**Assignment**
Return all lines from the entries below in which the word "Turan" is present.

**Provided records**
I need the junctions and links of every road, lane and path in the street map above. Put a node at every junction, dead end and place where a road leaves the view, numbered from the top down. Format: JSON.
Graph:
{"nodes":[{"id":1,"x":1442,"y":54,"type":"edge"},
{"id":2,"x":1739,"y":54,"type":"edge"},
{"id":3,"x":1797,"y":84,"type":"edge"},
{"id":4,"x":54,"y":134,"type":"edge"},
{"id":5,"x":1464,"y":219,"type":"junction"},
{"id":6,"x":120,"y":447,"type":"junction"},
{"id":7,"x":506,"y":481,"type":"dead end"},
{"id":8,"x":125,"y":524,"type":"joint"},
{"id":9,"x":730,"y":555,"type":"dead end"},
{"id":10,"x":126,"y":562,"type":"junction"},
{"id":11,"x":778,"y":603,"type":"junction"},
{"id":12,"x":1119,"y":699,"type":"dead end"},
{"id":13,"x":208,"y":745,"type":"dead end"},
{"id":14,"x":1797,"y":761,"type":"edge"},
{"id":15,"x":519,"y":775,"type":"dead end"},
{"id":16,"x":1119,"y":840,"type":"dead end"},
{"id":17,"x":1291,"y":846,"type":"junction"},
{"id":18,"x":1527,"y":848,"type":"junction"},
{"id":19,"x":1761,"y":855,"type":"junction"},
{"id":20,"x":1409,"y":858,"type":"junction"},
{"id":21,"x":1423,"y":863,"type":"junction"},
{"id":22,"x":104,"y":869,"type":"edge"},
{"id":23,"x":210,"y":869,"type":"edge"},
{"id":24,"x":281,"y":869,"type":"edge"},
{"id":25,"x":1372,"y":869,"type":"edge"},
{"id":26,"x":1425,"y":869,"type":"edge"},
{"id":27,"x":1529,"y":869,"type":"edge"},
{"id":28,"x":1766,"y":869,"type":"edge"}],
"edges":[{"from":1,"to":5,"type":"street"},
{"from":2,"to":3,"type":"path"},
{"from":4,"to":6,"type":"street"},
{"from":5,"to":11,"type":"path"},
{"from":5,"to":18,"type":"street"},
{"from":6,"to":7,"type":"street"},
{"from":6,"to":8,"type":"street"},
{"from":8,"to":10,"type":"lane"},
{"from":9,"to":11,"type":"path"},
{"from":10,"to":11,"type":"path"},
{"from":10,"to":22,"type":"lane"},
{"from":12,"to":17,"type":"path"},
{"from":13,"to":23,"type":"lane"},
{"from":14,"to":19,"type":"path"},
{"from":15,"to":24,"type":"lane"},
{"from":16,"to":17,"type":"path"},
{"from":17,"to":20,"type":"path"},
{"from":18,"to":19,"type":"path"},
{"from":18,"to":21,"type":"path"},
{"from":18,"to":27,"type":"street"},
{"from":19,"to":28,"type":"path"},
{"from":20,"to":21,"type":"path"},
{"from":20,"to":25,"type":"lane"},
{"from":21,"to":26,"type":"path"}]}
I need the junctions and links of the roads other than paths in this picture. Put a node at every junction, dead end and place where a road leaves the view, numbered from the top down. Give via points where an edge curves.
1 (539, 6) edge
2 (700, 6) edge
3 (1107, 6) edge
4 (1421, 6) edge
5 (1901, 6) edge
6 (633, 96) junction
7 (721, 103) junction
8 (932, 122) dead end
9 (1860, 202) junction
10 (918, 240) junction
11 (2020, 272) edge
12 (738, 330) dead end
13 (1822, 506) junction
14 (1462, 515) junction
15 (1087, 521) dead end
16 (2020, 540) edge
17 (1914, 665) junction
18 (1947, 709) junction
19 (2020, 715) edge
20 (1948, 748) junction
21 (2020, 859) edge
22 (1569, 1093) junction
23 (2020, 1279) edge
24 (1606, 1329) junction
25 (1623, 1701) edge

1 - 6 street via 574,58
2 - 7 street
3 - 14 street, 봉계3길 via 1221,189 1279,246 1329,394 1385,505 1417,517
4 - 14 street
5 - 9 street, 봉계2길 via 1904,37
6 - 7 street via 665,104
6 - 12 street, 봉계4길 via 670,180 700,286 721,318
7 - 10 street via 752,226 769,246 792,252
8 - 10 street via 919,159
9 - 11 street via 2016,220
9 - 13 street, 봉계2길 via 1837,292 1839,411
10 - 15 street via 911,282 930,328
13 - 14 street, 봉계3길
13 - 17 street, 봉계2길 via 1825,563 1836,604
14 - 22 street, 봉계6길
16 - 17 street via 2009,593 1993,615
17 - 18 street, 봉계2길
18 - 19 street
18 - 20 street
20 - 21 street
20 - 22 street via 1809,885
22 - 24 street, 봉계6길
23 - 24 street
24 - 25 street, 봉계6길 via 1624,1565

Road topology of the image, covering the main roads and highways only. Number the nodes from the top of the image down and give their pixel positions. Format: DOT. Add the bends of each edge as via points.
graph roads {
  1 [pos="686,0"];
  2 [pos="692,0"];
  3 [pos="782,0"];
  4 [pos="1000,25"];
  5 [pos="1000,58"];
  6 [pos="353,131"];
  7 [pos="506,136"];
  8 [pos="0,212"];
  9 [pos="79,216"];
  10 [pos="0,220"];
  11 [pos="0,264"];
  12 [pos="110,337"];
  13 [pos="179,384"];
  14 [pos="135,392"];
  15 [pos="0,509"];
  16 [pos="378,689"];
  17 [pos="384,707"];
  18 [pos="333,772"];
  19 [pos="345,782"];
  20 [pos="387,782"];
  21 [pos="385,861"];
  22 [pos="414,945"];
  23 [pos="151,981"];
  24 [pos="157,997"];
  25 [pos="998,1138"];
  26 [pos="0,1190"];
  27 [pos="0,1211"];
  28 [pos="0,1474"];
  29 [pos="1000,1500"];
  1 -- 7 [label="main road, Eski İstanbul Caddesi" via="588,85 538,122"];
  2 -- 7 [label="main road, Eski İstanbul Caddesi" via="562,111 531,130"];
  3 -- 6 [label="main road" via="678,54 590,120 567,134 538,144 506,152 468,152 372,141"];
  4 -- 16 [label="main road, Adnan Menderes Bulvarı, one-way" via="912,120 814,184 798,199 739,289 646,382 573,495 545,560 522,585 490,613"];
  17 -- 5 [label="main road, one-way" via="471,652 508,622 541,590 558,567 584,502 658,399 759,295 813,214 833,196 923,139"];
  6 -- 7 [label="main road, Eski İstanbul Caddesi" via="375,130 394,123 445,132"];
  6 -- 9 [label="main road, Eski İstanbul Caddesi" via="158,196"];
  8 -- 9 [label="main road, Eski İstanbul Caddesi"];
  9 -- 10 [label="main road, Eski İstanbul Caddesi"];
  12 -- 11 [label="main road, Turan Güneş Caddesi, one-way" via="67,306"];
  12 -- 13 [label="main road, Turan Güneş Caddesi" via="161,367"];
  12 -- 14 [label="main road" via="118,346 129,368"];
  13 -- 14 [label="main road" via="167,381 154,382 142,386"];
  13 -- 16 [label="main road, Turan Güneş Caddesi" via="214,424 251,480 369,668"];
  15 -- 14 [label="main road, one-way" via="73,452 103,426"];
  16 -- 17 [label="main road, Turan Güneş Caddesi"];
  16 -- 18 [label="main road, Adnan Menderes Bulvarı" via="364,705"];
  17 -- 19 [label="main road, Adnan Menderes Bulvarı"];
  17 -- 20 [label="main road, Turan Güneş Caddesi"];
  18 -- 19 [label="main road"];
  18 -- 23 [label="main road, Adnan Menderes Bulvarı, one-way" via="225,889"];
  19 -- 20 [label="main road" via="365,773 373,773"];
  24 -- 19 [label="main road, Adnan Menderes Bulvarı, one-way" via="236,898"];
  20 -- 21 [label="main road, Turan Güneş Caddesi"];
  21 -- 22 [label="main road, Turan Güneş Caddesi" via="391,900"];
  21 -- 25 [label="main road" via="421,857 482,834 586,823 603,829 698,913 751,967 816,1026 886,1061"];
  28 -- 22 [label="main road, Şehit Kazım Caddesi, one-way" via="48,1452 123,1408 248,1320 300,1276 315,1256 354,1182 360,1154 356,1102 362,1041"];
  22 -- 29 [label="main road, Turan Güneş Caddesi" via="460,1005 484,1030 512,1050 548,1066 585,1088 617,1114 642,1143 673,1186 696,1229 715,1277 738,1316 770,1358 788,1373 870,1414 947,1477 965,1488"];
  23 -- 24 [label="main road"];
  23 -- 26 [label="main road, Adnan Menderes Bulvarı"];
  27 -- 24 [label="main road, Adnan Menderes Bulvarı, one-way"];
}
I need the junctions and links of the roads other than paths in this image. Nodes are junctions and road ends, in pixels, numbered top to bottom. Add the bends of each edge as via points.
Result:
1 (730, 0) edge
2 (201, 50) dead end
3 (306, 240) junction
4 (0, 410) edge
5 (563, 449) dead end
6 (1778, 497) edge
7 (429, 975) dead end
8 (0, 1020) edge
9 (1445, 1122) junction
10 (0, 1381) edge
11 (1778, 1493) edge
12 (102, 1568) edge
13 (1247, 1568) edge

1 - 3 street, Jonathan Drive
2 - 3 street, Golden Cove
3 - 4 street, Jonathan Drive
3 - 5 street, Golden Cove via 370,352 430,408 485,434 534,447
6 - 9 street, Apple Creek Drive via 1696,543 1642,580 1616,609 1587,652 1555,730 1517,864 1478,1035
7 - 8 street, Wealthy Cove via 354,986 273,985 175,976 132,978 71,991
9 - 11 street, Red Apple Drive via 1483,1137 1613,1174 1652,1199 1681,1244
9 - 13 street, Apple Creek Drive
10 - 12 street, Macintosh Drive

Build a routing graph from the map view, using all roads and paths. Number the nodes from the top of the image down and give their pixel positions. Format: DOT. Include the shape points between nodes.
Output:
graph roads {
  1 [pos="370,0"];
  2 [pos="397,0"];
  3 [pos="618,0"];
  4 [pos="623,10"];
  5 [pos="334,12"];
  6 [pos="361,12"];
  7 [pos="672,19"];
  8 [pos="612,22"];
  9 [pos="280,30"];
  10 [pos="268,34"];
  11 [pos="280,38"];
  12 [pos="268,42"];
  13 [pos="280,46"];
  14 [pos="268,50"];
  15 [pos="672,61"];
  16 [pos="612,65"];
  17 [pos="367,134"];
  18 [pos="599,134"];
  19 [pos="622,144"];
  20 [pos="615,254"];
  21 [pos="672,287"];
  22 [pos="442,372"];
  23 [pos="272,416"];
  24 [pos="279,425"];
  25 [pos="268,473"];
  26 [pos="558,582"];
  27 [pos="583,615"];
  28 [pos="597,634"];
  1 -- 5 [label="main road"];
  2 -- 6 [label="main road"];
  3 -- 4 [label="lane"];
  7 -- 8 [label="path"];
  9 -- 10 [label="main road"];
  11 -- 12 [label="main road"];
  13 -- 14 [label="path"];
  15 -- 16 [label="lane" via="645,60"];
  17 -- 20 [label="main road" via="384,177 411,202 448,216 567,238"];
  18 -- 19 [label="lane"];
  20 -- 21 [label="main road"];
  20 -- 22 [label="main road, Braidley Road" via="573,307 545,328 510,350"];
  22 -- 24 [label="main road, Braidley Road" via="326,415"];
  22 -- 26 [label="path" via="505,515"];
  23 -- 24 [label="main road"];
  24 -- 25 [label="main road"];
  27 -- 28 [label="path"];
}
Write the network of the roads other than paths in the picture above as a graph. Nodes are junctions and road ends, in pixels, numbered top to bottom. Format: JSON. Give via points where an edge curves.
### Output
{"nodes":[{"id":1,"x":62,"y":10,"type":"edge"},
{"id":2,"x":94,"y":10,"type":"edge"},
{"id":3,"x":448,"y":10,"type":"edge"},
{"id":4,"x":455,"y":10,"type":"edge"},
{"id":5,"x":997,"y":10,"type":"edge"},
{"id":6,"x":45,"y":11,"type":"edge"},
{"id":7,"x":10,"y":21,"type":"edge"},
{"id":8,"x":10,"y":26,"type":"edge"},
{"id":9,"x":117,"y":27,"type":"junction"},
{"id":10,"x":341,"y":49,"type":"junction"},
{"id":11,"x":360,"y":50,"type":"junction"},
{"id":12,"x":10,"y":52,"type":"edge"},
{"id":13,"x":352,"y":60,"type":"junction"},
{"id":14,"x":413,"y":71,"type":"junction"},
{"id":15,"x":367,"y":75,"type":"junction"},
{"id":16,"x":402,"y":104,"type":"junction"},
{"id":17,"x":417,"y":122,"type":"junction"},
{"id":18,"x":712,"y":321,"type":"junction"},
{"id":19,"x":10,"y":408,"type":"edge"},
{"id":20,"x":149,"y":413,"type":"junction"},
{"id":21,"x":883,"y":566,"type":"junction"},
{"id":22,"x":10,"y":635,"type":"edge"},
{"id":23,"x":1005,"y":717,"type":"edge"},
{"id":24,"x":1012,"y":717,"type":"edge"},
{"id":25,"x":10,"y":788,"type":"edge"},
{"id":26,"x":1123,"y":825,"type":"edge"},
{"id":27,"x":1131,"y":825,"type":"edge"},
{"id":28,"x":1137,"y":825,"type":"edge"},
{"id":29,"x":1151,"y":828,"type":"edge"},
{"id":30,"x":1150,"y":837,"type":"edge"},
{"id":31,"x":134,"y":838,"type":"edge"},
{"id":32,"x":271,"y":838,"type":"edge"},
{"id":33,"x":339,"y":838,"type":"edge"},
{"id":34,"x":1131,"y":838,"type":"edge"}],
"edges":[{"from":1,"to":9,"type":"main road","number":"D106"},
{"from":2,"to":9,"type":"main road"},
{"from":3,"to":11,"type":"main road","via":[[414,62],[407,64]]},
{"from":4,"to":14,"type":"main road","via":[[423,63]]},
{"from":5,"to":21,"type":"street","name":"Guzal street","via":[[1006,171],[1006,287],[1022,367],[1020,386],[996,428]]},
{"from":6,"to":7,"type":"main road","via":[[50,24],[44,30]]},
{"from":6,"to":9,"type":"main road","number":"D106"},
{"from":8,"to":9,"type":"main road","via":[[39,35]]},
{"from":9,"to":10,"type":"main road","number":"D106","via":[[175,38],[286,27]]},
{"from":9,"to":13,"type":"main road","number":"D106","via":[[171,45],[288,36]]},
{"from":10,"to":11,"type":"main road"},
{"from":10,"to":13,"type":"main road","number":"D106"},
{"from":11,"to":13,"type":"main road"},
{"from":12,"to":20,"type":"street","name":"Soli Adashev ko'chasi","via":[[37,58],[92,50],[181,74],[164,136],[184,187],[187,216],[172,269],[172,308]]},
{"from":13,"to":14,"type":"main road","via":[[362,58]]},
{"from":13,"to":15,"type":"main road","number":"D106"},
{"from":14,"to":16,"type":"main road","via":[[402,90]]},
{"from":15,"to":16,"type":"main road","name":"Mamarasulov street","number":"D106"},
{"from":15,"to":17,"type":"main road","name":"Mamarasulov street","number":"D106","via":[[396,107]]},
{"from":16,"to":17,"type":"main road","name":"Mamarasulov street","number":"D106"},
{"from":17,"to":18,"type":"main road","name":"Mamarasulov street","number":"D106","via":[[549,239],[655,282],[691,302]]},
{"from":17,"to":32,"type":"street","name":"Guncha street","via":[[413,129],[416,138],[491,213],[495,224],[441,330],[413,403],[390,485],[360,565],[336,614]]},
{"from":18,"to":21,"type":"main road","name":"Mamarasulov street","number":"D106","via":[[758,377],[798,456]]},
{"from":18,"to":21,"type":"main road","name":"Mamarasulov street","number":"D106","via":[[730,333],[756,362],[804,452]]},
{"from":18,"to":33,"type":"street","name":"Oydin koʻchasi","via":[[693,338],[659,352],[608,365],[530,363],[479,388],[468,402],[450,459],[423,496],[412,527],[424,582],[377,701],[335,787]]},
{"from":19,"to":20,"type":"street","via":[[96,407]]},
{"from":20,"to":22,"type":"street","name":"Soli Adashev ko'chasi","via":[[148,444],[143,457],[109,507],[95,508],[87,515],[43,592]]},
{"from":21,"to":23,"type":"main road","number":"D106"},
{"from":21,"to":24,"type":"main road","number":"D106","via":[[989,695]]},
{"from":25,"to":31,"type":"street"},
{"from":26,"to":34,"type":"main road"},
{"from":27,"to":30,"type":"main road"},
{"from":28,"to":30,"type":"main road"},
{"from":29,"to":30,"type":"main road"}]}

**The completed task**
  12 -- 11 [label="main road, Turan Güneş Caddesi, one-way" via="67,306"];
  12 -- 13 [label="main road, Turan Güneş Caddesi" via="161,367"];
  13 -- 16 [label="main road, Turan Güneş Caddesi" via="214,424 251,480 369,668"];
  16 -- 17 [label="main road, Turan Güneş Caddesi"];
  17 -- 20 [label="main road, Turan Güneş Caddesi"];
  20 -- 21 [label="main road, Turan Güneş Caddesi"];
  21 -- 22 [label="main road, Turan Güneş Caddesi" via="391,900"];
  22 -- 29 [label="main road, Turan Güneş Caddesi" via="460,1005 484,1030 512,1050 548,1066 585,1088 617,1114 642,1143 673,1186 696,1229 715,1277 738,1316 770,1358 788,1373 870,1414 947,1477 965,1488"];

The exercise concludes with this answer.